O poder local

Uma das poucas expressões do poder local é o Iapar: a identificação desse órgão público e a cidade justifica plenamente a manifestação havida semana passada pleiteando mudanças no projeto de fusão. Da mesma forma que Paranaguá vê o porto, agora mais do que isso, já que se abriu para concessões mais amplas, como instituição sua, Londrina se alinha como Campinas faria com seu instituto agronômico. Isso vai muito além da geografia, caso de mera localização, para traduzir fusão de interesses e de convívio.

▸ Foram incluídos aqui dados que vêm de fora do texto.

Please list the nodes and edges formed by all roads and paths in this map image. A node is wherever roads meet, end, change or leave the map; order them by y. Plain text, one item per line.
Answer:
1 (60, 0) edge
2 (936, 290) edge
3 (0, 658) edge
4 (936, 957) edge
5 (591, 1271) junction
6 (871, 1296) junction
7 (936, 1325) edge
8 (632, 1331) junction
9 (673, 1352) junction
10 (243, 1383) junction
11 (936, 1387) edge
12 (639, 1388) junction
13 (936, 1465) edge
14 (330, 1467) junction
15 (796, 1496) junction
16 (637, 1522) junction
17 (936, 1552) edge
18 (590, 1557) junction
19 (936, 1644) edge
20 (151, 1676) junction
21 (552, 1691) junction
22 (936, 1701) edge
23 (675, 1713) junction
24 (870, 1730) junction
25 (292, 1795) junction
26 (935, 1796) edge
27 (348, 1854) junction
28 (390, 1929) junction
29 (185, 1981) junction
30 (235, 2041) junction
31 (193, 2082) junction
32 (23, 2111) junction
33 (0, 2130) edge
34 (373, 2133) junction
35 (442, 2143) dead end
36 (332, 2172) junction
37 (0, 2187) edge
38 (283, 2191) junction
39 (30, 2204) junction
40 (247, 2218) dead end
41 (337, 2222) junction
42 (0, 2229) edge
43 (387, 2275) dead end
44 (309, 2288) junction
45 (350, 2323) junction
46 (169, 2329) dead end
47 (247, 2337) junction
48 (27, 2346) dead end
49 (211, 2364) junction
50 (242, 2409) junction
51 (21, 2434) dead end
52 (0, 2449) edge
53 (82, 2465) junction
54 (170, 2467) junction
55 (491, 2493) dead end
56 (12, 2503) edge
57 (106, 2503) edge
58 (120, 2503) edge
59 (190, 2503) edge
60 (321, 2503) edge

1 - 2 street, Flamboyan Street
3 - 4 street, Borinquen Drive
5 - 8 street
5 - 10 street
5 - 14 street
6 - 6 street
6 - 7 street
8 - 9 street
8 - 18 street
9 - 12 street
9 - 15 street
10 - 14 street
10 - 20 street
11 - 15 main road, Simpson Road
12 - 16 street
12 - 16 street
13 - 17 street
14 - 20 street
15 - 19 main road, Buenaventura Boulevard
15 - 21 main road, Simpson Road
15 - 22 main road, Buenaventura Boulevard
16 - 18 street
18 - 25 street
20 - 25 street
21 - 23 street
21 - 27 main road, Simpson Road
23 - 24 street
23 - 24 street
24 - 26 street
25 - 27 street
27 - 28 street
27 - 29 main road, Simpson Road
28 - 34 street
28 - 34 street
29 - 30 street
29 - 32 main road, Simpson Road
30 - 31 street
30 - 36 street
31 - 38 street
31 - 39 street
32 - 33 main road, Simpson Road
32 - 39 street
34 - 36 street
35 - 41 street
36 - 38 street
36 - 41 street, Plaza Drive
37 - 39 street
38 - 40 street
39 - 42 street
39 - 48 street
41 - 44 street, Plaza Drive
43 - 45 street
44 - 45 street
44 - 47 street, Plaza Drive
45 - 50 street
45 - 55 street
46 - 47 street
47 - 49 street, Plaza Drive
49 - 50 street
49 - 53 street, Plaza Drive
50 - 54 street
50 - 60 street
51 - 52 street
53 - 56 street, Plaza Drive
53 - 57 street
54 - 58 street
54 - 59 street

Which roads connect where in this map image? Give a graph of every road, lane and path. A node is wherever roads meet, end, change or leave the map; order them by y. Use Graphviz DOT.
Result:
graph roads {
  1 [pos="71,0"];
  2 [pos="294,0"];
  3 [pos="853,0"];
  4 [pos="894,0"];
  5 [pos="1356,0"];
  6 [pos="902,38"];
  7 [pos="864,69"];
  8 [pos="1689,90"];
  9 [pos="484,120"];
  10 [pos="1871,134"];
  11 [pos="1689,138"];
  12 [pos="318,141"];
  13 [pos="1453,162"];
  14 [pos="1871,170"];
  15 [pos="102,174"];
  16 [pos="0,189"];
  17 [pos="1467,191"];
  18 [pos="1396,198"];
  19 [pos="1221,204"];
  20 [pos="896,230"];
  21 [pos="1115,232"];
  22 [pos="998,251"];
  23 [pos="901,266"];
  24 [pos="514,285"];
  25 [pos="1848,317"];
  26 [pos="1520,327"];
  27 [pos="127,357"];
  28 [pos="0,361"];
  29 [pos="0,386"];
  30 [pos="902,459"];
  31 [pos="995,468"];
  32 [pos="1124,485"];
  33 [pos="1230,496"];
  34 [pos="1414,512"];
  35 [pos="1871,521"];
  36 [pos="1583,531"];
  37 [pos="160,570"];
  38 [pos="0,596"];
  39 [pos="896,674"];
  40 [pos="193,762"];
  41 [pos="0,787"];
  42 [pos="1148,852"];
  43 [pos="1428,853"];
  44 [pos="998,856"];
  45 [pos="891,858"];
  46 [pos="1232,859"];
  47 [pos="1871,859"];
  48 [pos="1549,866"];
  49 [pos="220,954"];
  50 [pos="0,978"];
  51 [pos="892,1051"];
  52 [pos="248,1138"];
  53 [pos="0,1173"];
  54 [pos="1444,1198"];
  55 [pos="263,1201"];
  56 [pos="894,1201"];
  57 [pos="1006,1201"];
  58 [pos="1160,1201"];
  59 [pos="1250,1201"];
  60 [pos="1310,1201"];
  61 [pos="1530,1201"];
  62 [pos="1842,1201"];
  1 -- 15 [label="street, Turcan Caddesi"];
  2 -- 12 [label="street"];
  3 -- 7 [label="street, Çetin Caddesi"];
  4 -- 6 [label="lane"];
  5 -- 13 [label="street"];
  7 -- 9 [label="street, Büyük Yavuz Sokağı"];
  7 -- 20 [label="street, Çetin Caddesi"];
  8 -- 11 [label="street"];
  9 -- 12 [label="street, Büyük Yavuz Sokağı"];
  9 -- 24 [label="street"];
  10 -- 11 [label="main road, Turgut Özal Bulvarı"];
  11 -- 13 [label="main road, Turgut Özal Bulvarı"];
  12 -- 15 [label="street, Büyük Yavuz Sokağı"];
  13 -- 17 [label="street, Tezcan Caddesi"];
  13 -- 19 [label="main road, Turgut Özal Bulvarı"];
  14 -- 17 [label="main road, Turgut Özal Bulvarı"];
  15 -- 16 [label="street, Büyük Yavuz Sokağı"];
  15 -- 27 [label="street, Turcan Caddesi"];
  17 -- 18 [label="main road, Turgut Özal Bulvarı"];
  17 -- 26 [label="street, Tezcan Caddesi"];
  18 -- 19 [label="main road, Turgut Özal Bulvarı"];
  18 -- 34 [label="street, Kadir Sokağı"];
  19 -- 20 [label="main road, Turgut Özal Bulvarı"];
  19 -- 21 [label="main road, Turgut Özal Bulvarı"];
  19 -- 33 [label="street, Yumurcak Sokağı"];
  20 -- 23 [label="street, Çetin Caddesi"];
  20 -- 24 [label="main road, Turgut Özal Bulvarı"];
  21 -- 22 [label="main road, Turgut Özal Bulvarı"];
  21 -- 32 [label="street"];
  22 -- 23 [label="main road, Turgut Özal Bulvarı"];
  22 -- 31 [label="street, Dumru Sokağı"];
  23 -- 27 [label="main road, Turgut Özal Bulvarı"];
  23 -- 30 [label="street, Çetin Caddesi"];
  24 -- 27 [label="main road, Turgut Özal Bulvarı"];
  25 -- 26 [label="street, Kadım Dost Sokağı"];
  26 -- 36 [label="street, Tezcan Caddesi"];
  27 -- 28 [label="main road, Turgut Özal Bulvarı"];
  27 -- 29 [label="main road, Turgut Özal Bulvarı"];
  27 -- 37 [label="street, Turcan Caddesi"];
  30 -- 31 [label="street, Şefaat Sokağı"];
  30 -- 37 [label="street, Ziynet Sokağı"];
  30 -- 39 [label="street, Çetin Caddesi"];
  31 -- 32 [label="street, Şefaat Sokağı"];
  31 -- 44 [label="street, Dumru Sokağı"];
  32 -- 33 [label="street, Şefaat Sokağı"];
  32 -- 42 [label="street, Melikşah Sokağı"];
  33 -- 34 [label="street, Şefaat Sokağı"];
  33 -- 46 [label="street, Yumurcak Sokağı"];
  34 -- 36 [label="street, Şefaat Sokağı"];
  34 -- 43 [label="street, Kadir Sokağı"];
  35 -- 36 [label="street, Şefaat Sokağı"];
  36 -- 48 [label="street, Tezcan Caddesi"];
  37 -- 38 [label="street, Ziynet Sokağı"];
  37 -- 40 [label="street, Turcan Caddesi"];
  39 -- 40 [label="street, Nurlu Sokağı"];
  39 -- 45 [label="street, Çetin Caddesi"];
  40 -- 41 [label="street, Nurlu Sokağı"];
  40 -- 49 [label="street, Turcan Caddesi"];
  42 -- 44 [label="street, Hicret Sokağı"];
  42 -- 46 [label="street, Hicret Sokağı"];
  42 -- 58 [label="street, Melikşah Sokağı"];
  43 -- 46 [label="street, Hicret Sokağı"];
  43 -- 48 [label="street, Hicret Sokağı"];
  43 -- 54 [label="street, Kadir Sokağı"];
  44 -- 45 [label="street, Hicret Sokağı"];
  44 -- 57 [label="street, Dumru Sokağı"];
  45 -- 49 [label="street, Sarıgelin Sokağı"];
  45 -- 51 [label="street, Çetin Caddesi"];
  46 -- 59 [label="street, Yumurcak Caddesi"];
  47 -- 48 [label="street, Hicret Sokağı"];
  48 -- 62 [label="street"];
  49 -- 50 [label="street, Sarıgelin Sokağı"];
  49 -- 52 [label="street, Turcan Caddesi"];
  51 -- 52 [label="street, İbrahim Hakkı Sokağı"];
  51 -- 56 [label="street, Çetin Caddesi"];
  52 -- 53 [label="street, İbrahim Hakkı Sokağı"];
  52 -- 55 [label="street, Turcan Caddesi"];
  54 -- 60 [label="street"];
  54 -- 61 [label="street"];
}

Ao longo da história do Iapar não poucas vezes a comunidade londrinense fez a defesa daquilo que vê como seu pelas raízes fincadas e cultivadas. E não seria capaz da omissão diante da proposta que tem como deficiência a ausência de estudos que impeçam, por exemplo, a existência de dois pareceres, um revelando perdas e outro ganhos, e justamente em cima da autoproclamada intenção governamental de baixar custos.

Não estamos muito acostumados com esse aprofundamento do viver democrático no sentido da participação e a reação de 26 entidades públicas e da sociedade civil, ali expressa, é, antes de tudo, um teste para a nossa história.

Licença-prêmio

O governador Ratinho Junior se posicionou contra a licença-prêmio e essa é uma batalha bem mais aguda do que a representada por uma fusão de repartições. Incorporada à nossa cultura funcional, ainda que estabelecida sem violar direitos adquiridos, já que voltada para os novos servidores, será alvo de possível judicialização, de vez que a expectativa de sua inserção no estatuto pode ser invocada. Se mal se consegue ordenar a questão salarial com o pessoal do Executivo pagando penitência que não atinge outros poderes, dá para imaginar a resistência desse pessoal privilegiado com relação à mudança estatutária.

A licença-prêmio é uma evidência de que até na inércia a folha de pagamento cresce na semeadura de quinquênios, cuja desproporção se torna clara em crises fiscais. Há ainda múltiplos penduricalhos que poderiam ser alvo de debate e remoção. O receio é o de que cheguemos à situação anômala de estados como Rio de Janeiro, Rio Grande do Sul e Minas sob ameaça de um colapso incontornável.

Por exemplo, a renúncia fiscal do Paraná ano passado, como essa FOLHA mostrou ontem, desde 2012 cresceu 35,7% e no ano passado no ICMS chegou a 30,4% de R$ 30,205 bilhões. Essa uma ponderável explicação para a crise fiscal na renúncia de R$ 9,169 bilhões. Não há como esperar que as contas fechem e que nisso tudo haja racionalidade.

Caminhonaço

Embora o adiamento do exame da constitucionalidade dos pisos mínimos da tabela de frete, que estava marcado para o dia 4, alguns sindicatos anteciparam a anunciada greve no exercício de pressão. Essa antecipação dos autônomos de São José dos Pinhais acredita em reação em cascata. O governo federal, que solicitou o adiamento, deve ter um Plano B para a hipótese de crescimento da parede.

Reprovado

Segundo o último Datafolha continua crescendo a reprovação do governo Bolsonaro, com o registro de 38% de ruim ou péssimo, a aprovação que era de 33% em julho caiu para 29%. A rejeição no Nordeste subiu de 41% para 52%. 44% dos brasileiros não confiam em sua palavra. Sua comunicação, via redes sociais, se mantém com a claque mais alinhada.

Logomarcas

O Santos cogita, mas há reação interna, de inserir uma coroa no escudo para homenagear Pelé, num momento de rara afirmação dividindo a liderança do brasileiro com o Flamengo. Das mudanças nos símbolos a do Athletico foi uma das que melhor pegou na medida em que se distancia do uniforme original, muito próximo de outros rubro-negros, uma delas com a faixa vertical, lá atrás, na primeira ruptura, com leve jeitinho de Milan. A identificação atual tende à consolidação, posto que no início tenha rendido comentários negativos. O agá no nome pegou, mas o forte é a modernidade da logomarca.

Saque

Liberação dos R$ 500 do FGTS começa dia 13 e, segundo o Datafolha, 45% pretendem sacar e a grana cai na conta dos trabalhadores que têm poupança na Caixa Econômica.

Folclore

Pedro Lauro Domaradski foi candidato a vereador em Curitiba dezenas de vezes e não se elegeu, mas acabou premiado numa avalanche do MDB como deputado federal. Quis mexer na bandeira brasileira e pregou a tomada na Amazônia das Guianas. Para não agredir o ambiente fazia mensagens a giz no meio-fio. Aí um correligionário estranhou o outdoor no meio-fio e ele deu a explicação claríssima: para um povo que por todos os motivos anda de cabeça baixa é a localização mais apropriada.